The TimeSamplerWorker runs in an infinite loop. It is responsible for the following:

  • Process slices of MetricSamples sent by the Batcher (through the AgentDemultiplexer). A TimeSampler embedded in the TimeSamplerWorker actually does the sampling.
  • Flush on a signal.
  • Stop on a signal.

The following calculations determine the number of TimeSamplerWorker and TimeSampler instances:

  • If dogstatsd_pipeline_autoadjust is true then the workers count will be automatically adjusted.
  • If dogstatsd_pipeline_count has a value, the number of TimeSampler pipelines equals that value.
  • If neither condition above is true, one TimeSampler pipeline runs.

dogstatsd_pipeline_autoadjust_strategy can be set to the following values:

  • max_throughput: The number of TimeSampler pipelines is adjusted to maximize throughput. There are (number of core/2) - 1 instances of TimeSampler.
  • per_origin: The number of TimeSampler pipelines is adjusted to improve data locality.
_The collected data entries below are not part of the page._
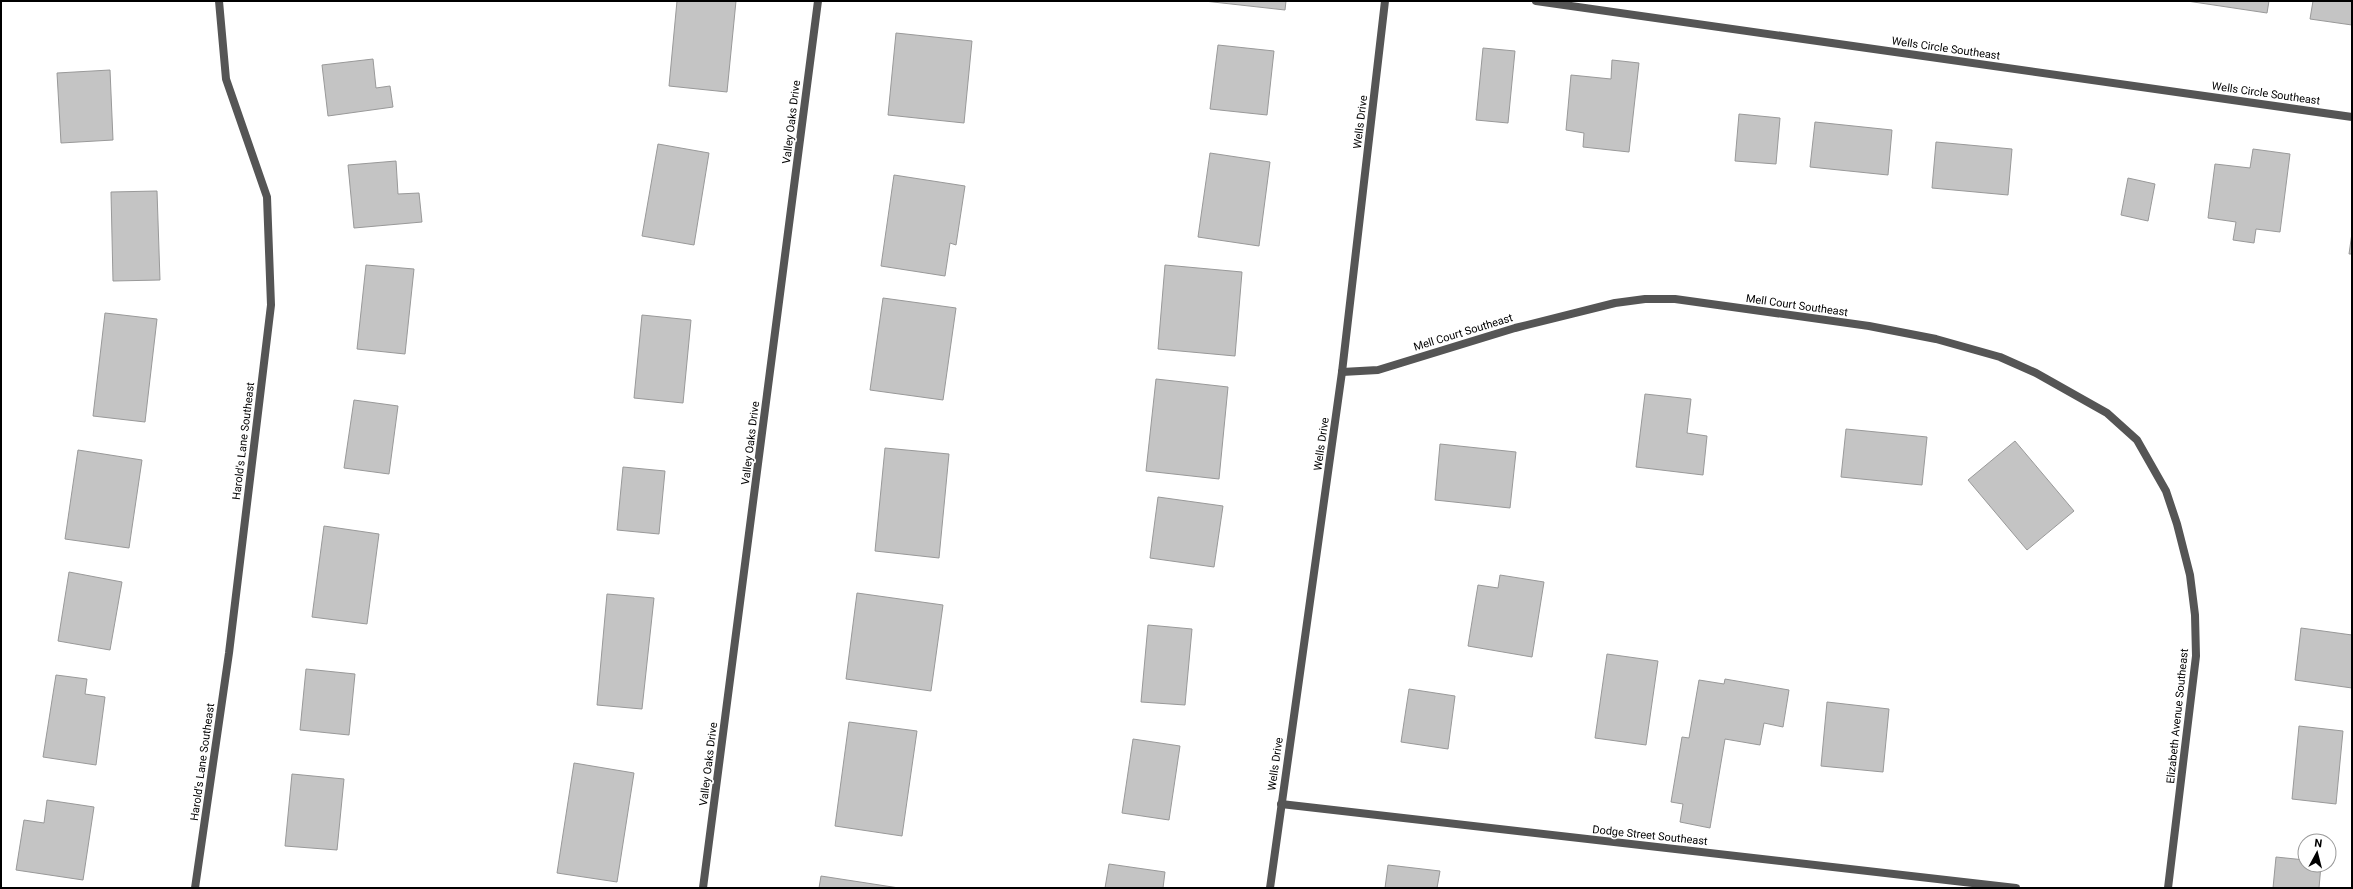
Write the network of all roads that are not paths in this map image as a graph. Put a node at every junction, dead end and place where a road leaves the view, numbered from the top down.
1 (219, 1) edge
2 (818, 1) edge
3 (1384, 1) edge
4 (1536, 1) edge
5 (2352, 117) edge
6 (1342, 372) junction
7 (2177, 524) joint
8 (1281, 804) junction
9 (195, 888) edge
10 (703, 888) edge
11 (1270, 888) edge
12 (2016, 888) edge
13 (2168, 888) edge

1 - 9 street, Harold's Lane Southeast
2 - 10 street, Valley Oaks Drive
3 - 6 street, Wells Drive
4 - 5 street, Wells Circle Southeast
6 - 7 street, Mell Court Southeast
6 - 8 street, Wells Drive
7 - 13 street, Elizabeth Avenue Southeast
8 - 11 street, Wells Drive
8 - 12 street, Dodge Street Southeast

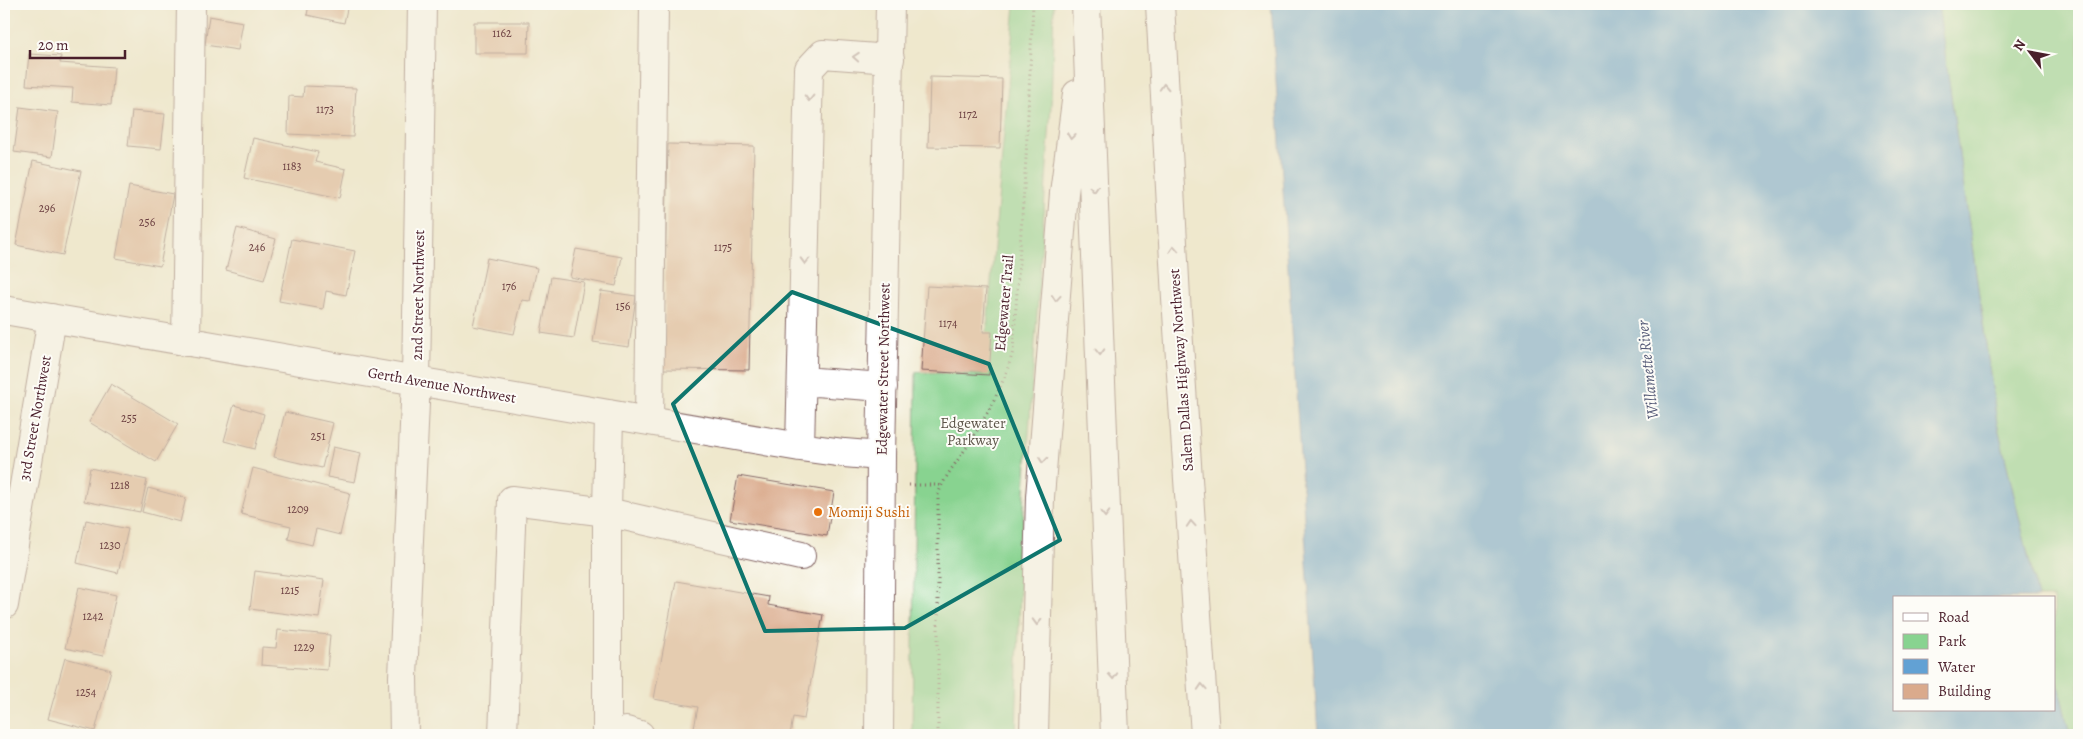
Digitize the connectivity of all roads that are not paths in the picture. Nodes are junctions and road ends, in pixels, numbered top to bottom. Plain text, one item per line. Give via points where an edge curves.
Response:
1 (191, 4) edge
2 (422, 4) edge
3 (654, 4) edge
4 (890, 4) edge
5 (1160, 4) edge
6 (1086, 11) edge
7 (890, 59) junction
8 (4, 310) edge
9 (52, 318) junction
10 (186, 342) junction
11 (416, 380) junction
12 (802, 381) junction
13 (883, 387) junction
14 (609, 414) junction
15 (649, 421) junction
16 (800, 447) junction
17 (881, 456) junction
18 (607, 512) junction
19 (801, 556) dead end
20 (4, 605) edge
21 (404, 735) edge
22 (503, 735) edge
23 (609, 735) edge
24 (640, 735) edge
25 (879, 735) edge
26 (1034, 735) edge
27 (1116, 735) edge
28 (1206, 735) edge

1 - 10 main road
2 - 11 main road, 2nd Street Northwest
3 - 15 main road
4 - 7 main road, Edgewater Street Northwest
28 -> 5 main road, Salem Dallas Highway Northwest
6 -> 26 main road via 1064,193 1040,497
6 -> 27 main road
7 -> 12 main road via 823,54 810,69
7 - 13 main road, Edgewater Street Northwest
8 - 9 main road, Gerth Avenue Northwest
9 - 10 main road, Gerth Avenue Northwest
9 - 20 main road, 3rd Street Northwest
10 - 11 main road, Gerth Avenue Northwest
11 - 14 main road, Gerth Avenue Northwest
11 - 21 main road, 2nd Street Northwest via 403,677
12 - 13 main road
12 - 16 main road
13 - 17 main road, Edgewater Street Northwest
14 - 15 main road, Gerth Avenue Northwest
14 - 18 main road
15 - 16 main road, Gerth Avenue Northwest
16 - 17 main road, Gerth Avenue Northwest
17 - 25 main road, Edgewater Street Northwest
18 - 19 main road
18 - 22 main road via 512,500
18 - 23 main road
23 - 24 main road via 626,731

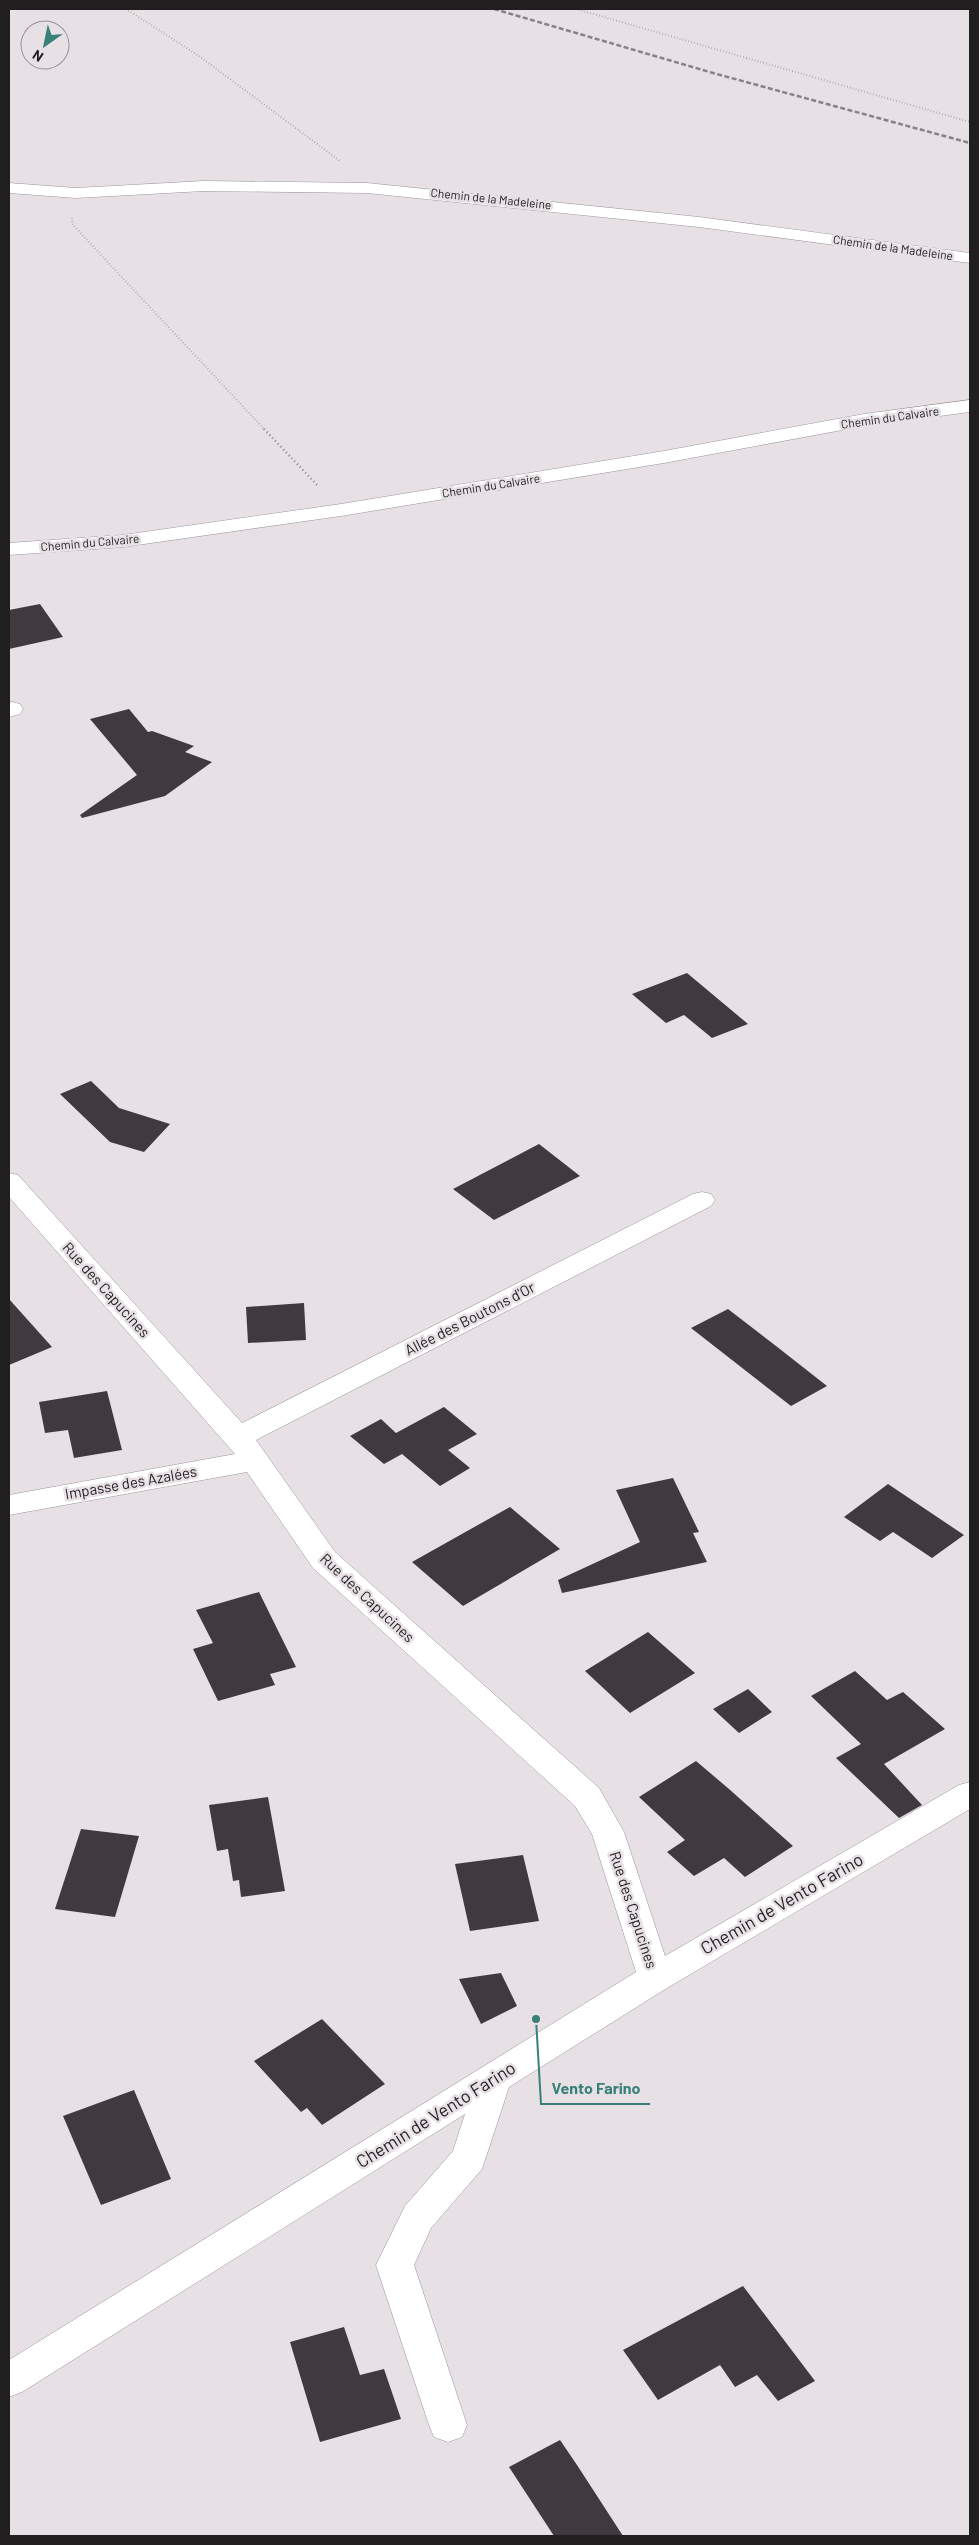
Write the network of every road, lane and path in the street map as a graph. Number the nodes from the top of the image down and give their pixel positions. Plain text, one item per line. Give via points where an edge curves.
1 (126, 9) edge
2 (576, 9) edge
3 (970, 122) edge
4 (9, 188) edge
5 (367, 188) junction
6 (76, 193) junction
7 (970, 258) edge
8 (970, 406) edge
9 (341, 510) junction
10 (9, 549) edge
11 (9, 1181) edge
12 (702, 1200) dead end
13 (246, 1449) junction
14 (9, 1505) edge
15 (970, 1794) edge
16 (655, 1978) junction
17 (494, 2079) junction
18 (9, 2380) edge
19 (448, 2425) dead end

1 - 5 path via 199,56 360,176
2 - 3 path
4 - 6 street, Chemin de la Madeleine
5 - 6 street, Chemin de la Madeleine via 204,186
5 - 7 street, Chemin de la Madeleine via 699,222
6 - 9 path via 73,225
8 - 9 street, Chemin du Calvaire via 864,420 664,457
9 - 10 street, Chemin du Calvaire via 123,542
11 - 13 street, Rue des Capucines
12 - 13 street, Allée des Boutons d'Or
13 - 14 street, Impasse des Azalées
13 - 16 street, Rue des Capucines via 324,1560 587,1797 608,1832
15 - 16 street, Chemin de Vento Farino
16 - 17 street, Chemin de Vento Farino
17 - 18 street, Chemin de Vento Farino
17 - 19 street via 469,2158 418,2217 395,2265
The number of dsdWorker instances is equal to half the number of cores. and the number of TimeSampler pipelines is equal dogstatsd_pipeline_count or twice the number of cores. This strategy will provide a better compression ratio in shared environments and improve resource allocation fairness within the agent.

NoAggregationStreamWorker

  • Input: slice of MetricSamples

The NoAggregationStreamWorker runs an infinite loop in a goroutine. It receives metric samples with timestamps, and it batches them to be sent as quickly as possible to the intake. It performs no aggregation nor extra processing, except from adding tags to the metrics.

It runs only when dogstatsd_no_aggregation_pipeline is set to true.

The payload being sent to the intake (through the normal Serializer/Forwarder pieces) contains, at maximum, dogstatsd_no_aggregation_pipeline_batch_size metrics. This value defaults to 2048.